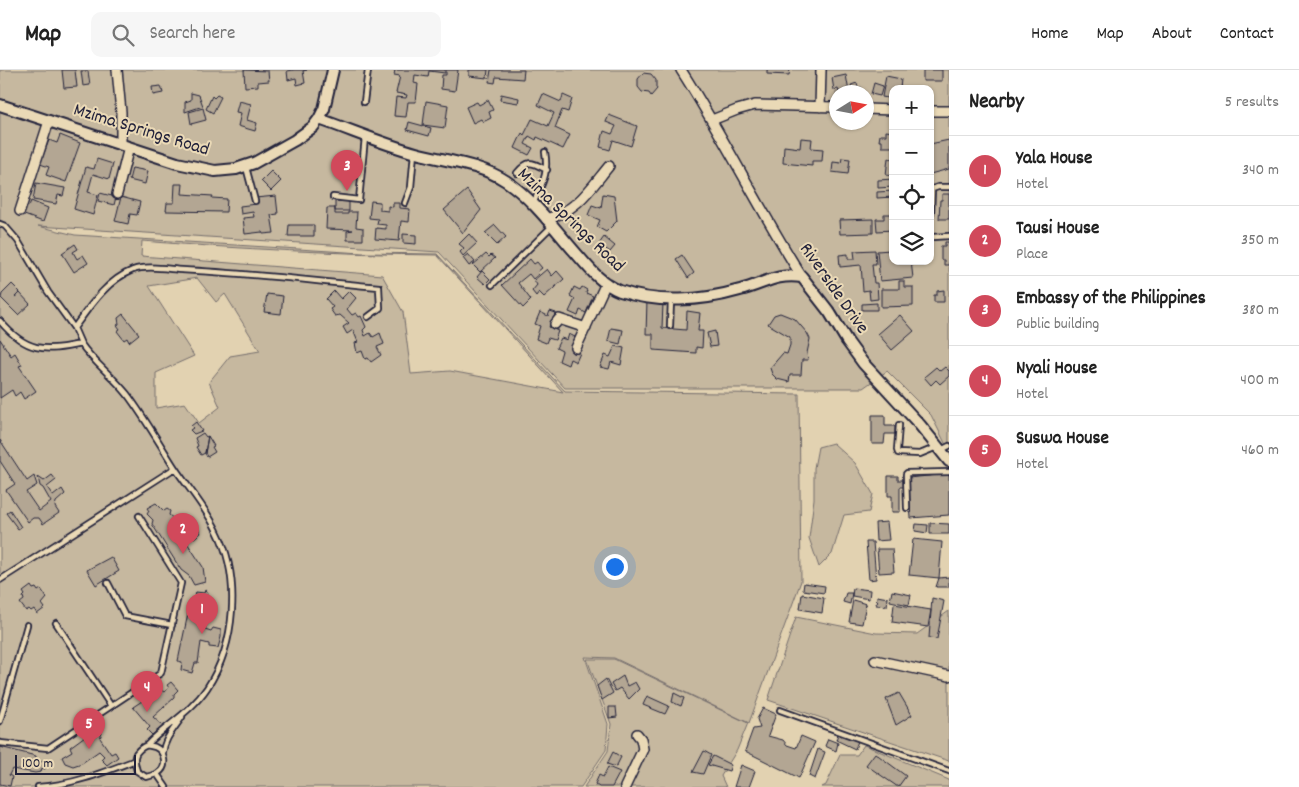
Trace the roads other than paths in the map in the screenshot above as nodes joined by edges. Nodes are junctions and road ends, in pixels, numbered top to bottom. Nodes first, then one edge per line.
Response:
1 (117, 70) edge
2 (333, 70) edge
3 (368, 70) edge
4 (680, 70) edge
5 (821, 70) edge
6 (364, 102) dead end
7 (0, 105) edge
8 (820, 107) junction
9 (829, 108) edge
10 (874, 109) edge
11 (889, 110) edge
12 (934, 111) edge
13 (949, 111) edge
14 (320, 119) junction
15 (712, 120) junction
16 (49, 121) junction
17 (365, 135) junction
18 (125, 145) junction
19 (544, 152) dead end
20 (414, 153) junction
21 (246, 166) junction
22 (610, 166) dead end
23 (547, 170) junction
24 (517, 173) dead end
25 (949, 187) edge
26 (934, 188) edge
27 (117, 194) dead end
28 (334, 197) dead end
29 (255, 201) dead end
30 (405, 203) dead end
31 (532, 205) junction
32 (20, 211) dead end
33 (549, 223) junction
34 (0, 224) edge
35 (949, 236) edge
36 (934, 237) edge
37 (802, 277) junction
38 (606, 283) junction
39 (492, 285) dead end
40 (672, 299) junction
41 (368, 316) dead end
42 (0, 321) edge
43 (555, 324) dead end
44 (670, 326) dead end
45 (74, 328) junction
46 (586, 328) junction
47 (81, 344) junction
48 (576, 348) dead end
49 (898, 425) dead end
50 (943, 447) edge
51 (949, 462) edge
52 (175, 468) junction
53 (949, 472) edge
54 (907, 508) dead end
55 (139, 516) dead end
56 (0, 580) edge
57 (108, 583) dead end
58 (56, 623) dead end
59 (27, 625) dead end
60 (172, 625) junction
61 (875, 660) dead end
62 (949, 676) edge
63 (111, 706) junction
64 (780, 710) dead end
65 (184, 714) junction
66 (0, 721) edge
67 (637, 734) dead end
68 (0, 743) edge
69 (147, 746) junction
70 (163, 754) junction
71 (133, 760) junction
72 (949, 771) edge
73 (157, 774) junction
74 (38, 787) edge
75 (166, 787) edge
76 (625, 787) edge

1 - 18 street
2 - 14 street
3 - 6 lane
4 - 15 street, Riverside Drive
5 - 8 street
7 - 16 street, Mzima Springs Road
8 - 9 street
8 - 15 street
10 - 11 street
12 - 13 street
14 - 17 street, Mzima Springs Road
14 - 21 street, Mzima Springs Road
15 - 37 street, Riverside Drive
16 - 18 street, Mzima Springs Road
16 - 32 street
17 - 20 street, Mzima Springs Road
17 - 28 lane
18 - 21 street, Mzima Springs Road
18 - 27 street
19 - 23 lane
20 - 30 lane
20 - 31 street, Mzima Springs Road
21 - 29 lane
22 - 33 street
23 - 24 lane
23 - 31 lane
25 - 26 lane
31 - 33 street, Mzima Springs Road
33 - 38 street, Mzima Springs Road
33 - 39 lane
34 - 45 lane
35 - 36 lane
37 - 40 street, Mzima Springs Road
37 - 50 street, Riverside Drive
38 - 40 street, Mzima Springs Road
38 - 46 street
40 - 44 lane
41 - 45 lane
42 - 47 lane
43 - 46 street
45 - 47 lane
46 - 48 street
47 - 52 lane
49 - 50 lane
50 - 51 street, Riverside Drive
52 - 56 lane
52 - 65 lane
53 - 54 lane
55 - 60 lane
57 - 60 lane
58 - 63 lane
59 - 66 lane
60 - 63 lane
61 - 62 street
63 - 68 lane
64 - 72 lane
65 - 69 lane
65 - 70 lane
67 - 76 street
69 - 70 lane
69 - 71 lane
70 - 73 lane
71 - 73 lane
71 - 74 lane
73 - 75 lane

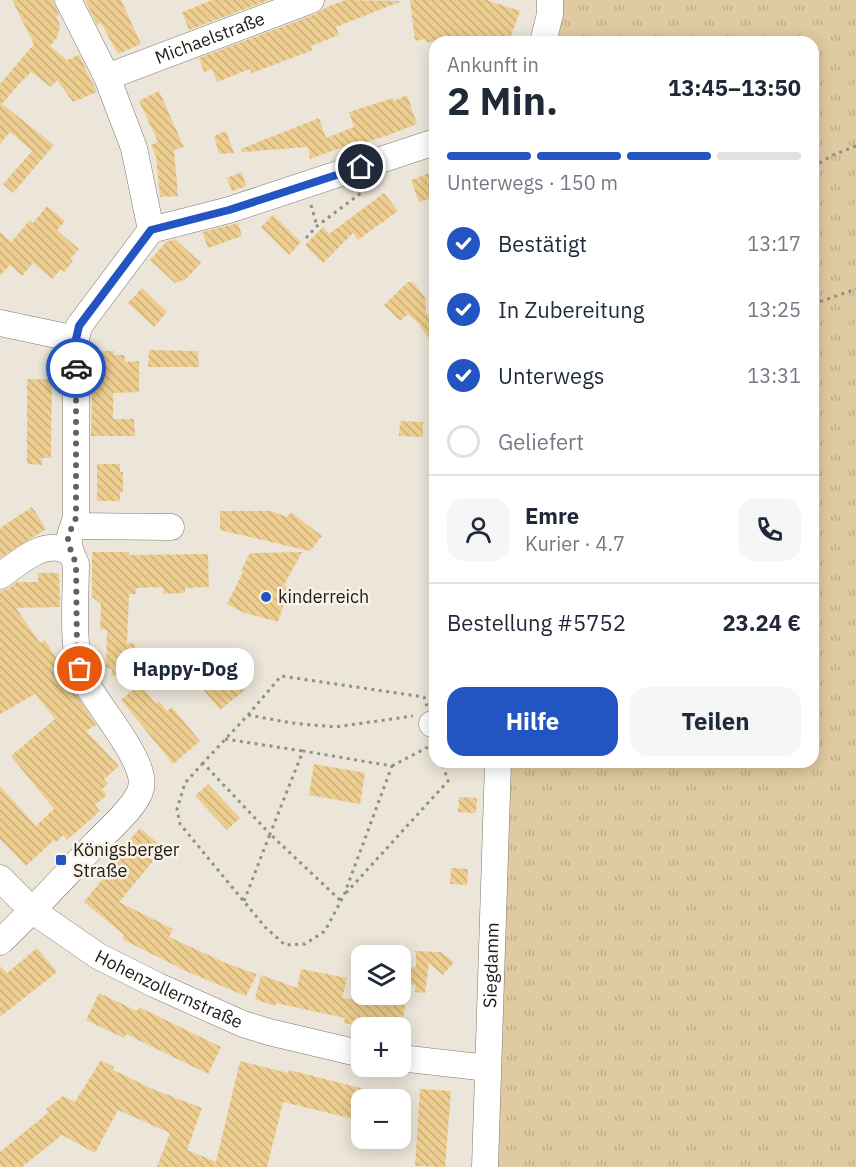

***

◆ Exercise brief:
The pictures in the entries should be left out; output everything else exactly.

◆ Response to the task:
Trace the roads other than paths in the map in the screenshot above as nodes joined by edges. Nodes are junctions and road ends, in pixels, numbered top to bottom. Nodes first, then one edge per line.
Response:
1 (117, 70) edge
2 (333, 70) edge
3 (368, 70) edge
4 (680, 70) edge
5 (821, 70) edge
6 (364, 102) dead end
7 (0, 105) edge
8 (820, 107) junction
9 (829, 108) edge
10 (874, 109) edge
11 (889, 110) edge
12 (934, 111) edge
13 (949, 111) edge
14 (320, 119) junction
15 (712, 120) junction
16 (49, 121) junction
17 (365, 135) junction
18 (125, 145) junction
19 (544, 152) dead end
20 (414, 153) junction
21 (246, 166) junction
22 (610, 166) dead end
23 (547, 170) junction
24 (517, 173) dead end
25 (949, 187) edge
26 (934, 188) edge
27 (117, 194) dead end
28 (334, 197) dead end
29 (255, 201) dead end
30 (405, 203) dead end
31 (532, 205) junction
32 (20, 211) dead end
33 (549, 223) junction
34 (0, 224) edge
35 (949, 236) edge
36 (934, 237) edge
37 (802, 277) junction
38 (606, 283) junction
39 (492, 285) dead end
40 (672, 299) junction
41 (368, 316) dead end
42 (0, 321) edge
43 (555, 324) dead end
44 (670, 326) dead end
45 (74, 328) junction
46 (586, 328) junction
47 (81, 344) junction
48 (576, 348) dead end
49 (898, 425) dead end
50 (943, 447) edge
51 (949, 462) edge
52 (175, 468) junction
53 (949, 472) edge
54 (907, 508) dead end
55 (139, 516) dead end
56 (0, 580) edge
57 (108, 583) dead end
58 (56, 623) dead end
59 (27, 625) dead end
60 (172, 625) junction
61 (875, 660) dead end
62 (949, 676) edge
63 (111, 706) junction
64 (780, 710) dead end
65 (184, 714) junction
66 (0, 721) edge
67 (637, 734) dead end
68 (0, 743) edge
69 (147, 746) junction
70 (163, 754) junction
71 (133, 760) junction
72 (949, 771) edge
73 (157, 774) junction
74 (38, 787) edge
75 (166, 787) edge
76 (625, 787) edge

1 - 18 street
2 - 14 street
3 - 6 lane
4 - 15 street, Riverside Drive
5 - 8 street
7 - 16 street, Mzima Springs Road
8 - 9 street
8 - 15 street
10 - 11 street
12 - 13 street
14 - 17 street, Mzima Springs Road
14 - 21 street, Mzima Springs Road
15 - 37 street, Riverside Drive
16 - 18 street, Mzima Springs Road
16 - 32 street
17 - 20 street, Mzima Springs Road
17 - 28 lane
18 - 21 street, Mzima Springs Road
18 - 27 street
19 - 23 lane
20 - 30 lane
20 - 31 street, Mzima Springs Road
21 - 29 lane
22 - 33 street
23 - 24 lane
23 - 31 lane
25 - 26 lane
31 - 33 street, Mzima Springs Road
33 - 38 street, Mzima Springs Road
33 - 39 lane
34 - 45 lane
35 - 36 lane
37 - 40 street, Mzima Springs Road
37 - 50 street, Riverside Drive
38 - 40 street, Mzima Springs Road
38 - 46 street
40 - 44 lane
41 - 45 lane
42 - 47 lane
43 - 46 street
45 - 47 lane
46 - 48 street
47 - 52 lane
49 - 50 lane
50 - 51 street, Riverside Drive
52 - 56 lane
52 - 65 lane
53 - 54 lane
55 - 60 lane
57 - 60 lane
58 - 63 lane
59 - 66 lane
60 - 63 lane
61 - 62 street
63 - 68 lane
64 - 72 lane
65 - 69 lane
65 - 70 lane
67 - 76 street
69 - 70 lane
69 - 71 lane
70 - 73 lane
71 - 73 lane
71 - 74 lane
73 - 75 lane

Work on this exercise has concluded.